BERLIM, ALEMANHA (FOLHAPRESS) – “Drommer” começa com um devaneio adolescente. Johanne se sente como uma nuvem, às vezes carregada, às vezes leve, fragmentada ou mesmo invisível. Soa raso, mas aos 16 anos qualquer coisa mais profunda também pode significar preocupação, ao menos para os adultos em volta. Por exemplo, se no lugar das nuvens surgir algo mais intenso, como uma forte paixão pela nova professora da escola -que se transforma em relação.
A premissa do filme do norueguês Dag Johan Haugerud, exibido nesta semana na mostra competitiva do Festival de Berlim, parece complexa, só que os confrontados aqui são os adultos. Johanne sofre, mas por amor, como qualquer adolescente pela primeira vez apaixonada. É o que ela deixa claro em escritos de alta qualidade que acaba por mostrar a sua avó, uma poeta.
A coisa, é claro, rapidamente chega à mãe. Amor ou abuso? É real ou ficção o que ela escreveu? Johanne realmente transou com uma mulher muito mais velha que ela?
“Drommer”, sonhos, é a terceira parte de uma trilogia de Haugerud. As duas primeiras são “Sex” e “Love”, do ano passado, que também compõem o nome deste terceiro filme em inglês, “Dreams (Sex Love)”. Não são os sonhos apenas de Johanne que estão em cena, mas os de sua mãe e de sua avó. Envolvem sexo e amor, mas também outros muitos sentimentos. O livro que a adolescente escreveu parece bom demais para ser apenas uma invenção, um sonho.
Haugerud mostra as nuvens carregadas de Johanne, interpretada por Ella Overbye, com impressionante delicadeza. Apenas essa condução já vale o filme.

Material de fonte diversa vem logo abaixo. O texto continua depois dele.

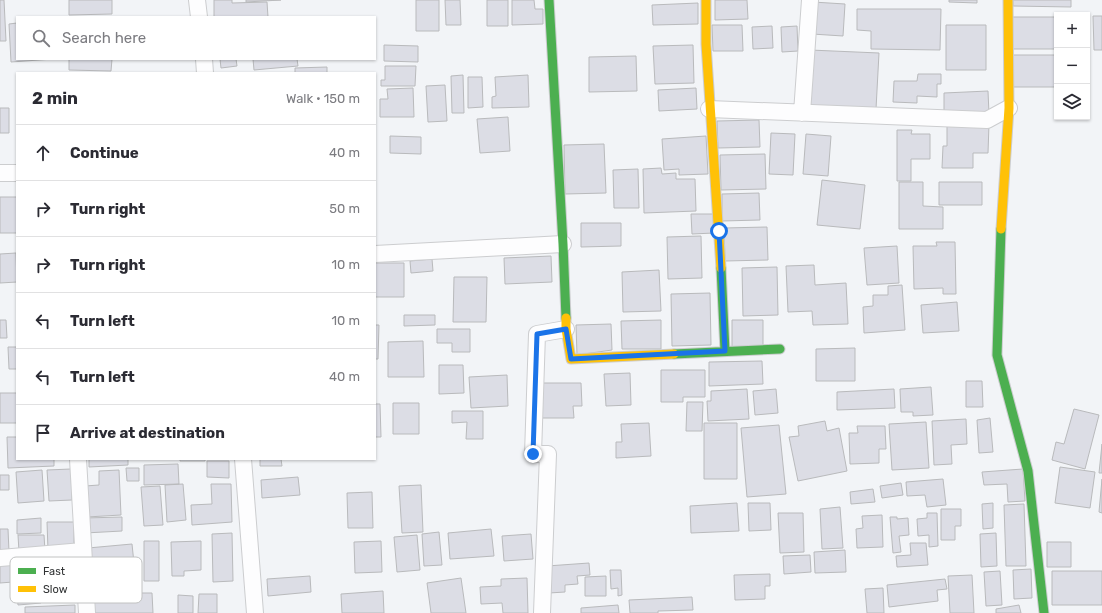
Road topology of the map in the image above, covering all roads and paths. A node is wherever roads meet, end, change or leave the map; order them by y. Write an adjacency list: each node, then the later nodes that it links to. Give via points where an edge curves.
1 (197, 0): 6 (street)
2 (549, 0): 14 (street)
3 (706, 0): 10 (street)
4 (810, 0): 11 (street)
5 (1008, 0): 9 (street)
6 (199, 16)
7 (204, 60): 8 (street)
8 (205, 72)
9 (1009, 108): 11 (street, via 987,120); 30 (street, via 1002,200 997,355 1028,471)
10 (709, 109): 11 (street); 18 (street)
11 (802, 113)
12 (0, 173): 13 (street)
13 (16, 173)
14 (563, 244): 15 (street); 16 (street)
15 (376, 254)
16 (566, 329): 18 (street, via 571,359); 29 (street, via 537,334 533,454 548,454)
17 (780, 349): 18 (street)
18 (725, 351)
19 (78, 460): 21 (street)
20 (243, 460): 28 (street)
21 (83, 551): 23 (street); 24 (street)
22 (10, 557): 25 (street)
23 (12, 557)
24 (83, 557)
25 (0, 558)
26 (86, 603): 27 (street)
27 (87, 613)
28 (255, 613)
29 (542, 613)
30 (1044, 613)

Suave também é a descrição das relações familiares em “What Does that Nature Say to You”, de Hong Sang-soo, também na competição oficial da Berlinale. O novo filme do prolífico cineasta sul-coreano, um veterano em Berlim, com dois Ursos de Prata de direção, não foge à regra de sua obra, com planos longos, zooms pontuando cenas e a câmera propositalmente em baixa resolução.
Não é a primeira vez que Hong usa o recurso, mas desta vez a imagem levemente borrada se refere à miopia do personagem principal. Parece exagero estético, mas o resultado é interessante, como a textura de um quadro.
Dongwha é poeta e vem de uma família de posses, mas vive de maneira frugal. Ao levar a namorada, Junhee, para a casa dos pais dela, se surpreende com o tamanho da residência. Ela sugere que o rapaz entre para conhecer. É a chance de o apresentar aos pais, já que namoram há três anos.
Um a um, Dongwha vai conhecendo os habitantes da casa, em longos diálogos, marcados por uma sinceridade que, afável no começo do dia, começa a se acumular e pesar com o passar do tempo. Registrar a dinâmica das relações é mais interessante para Hong do que o seu resultado.
O 75º Festival de Berlim define os vencedores neste sábado, e o brasileiro “O Último Azul” concorre na mostra competitiva.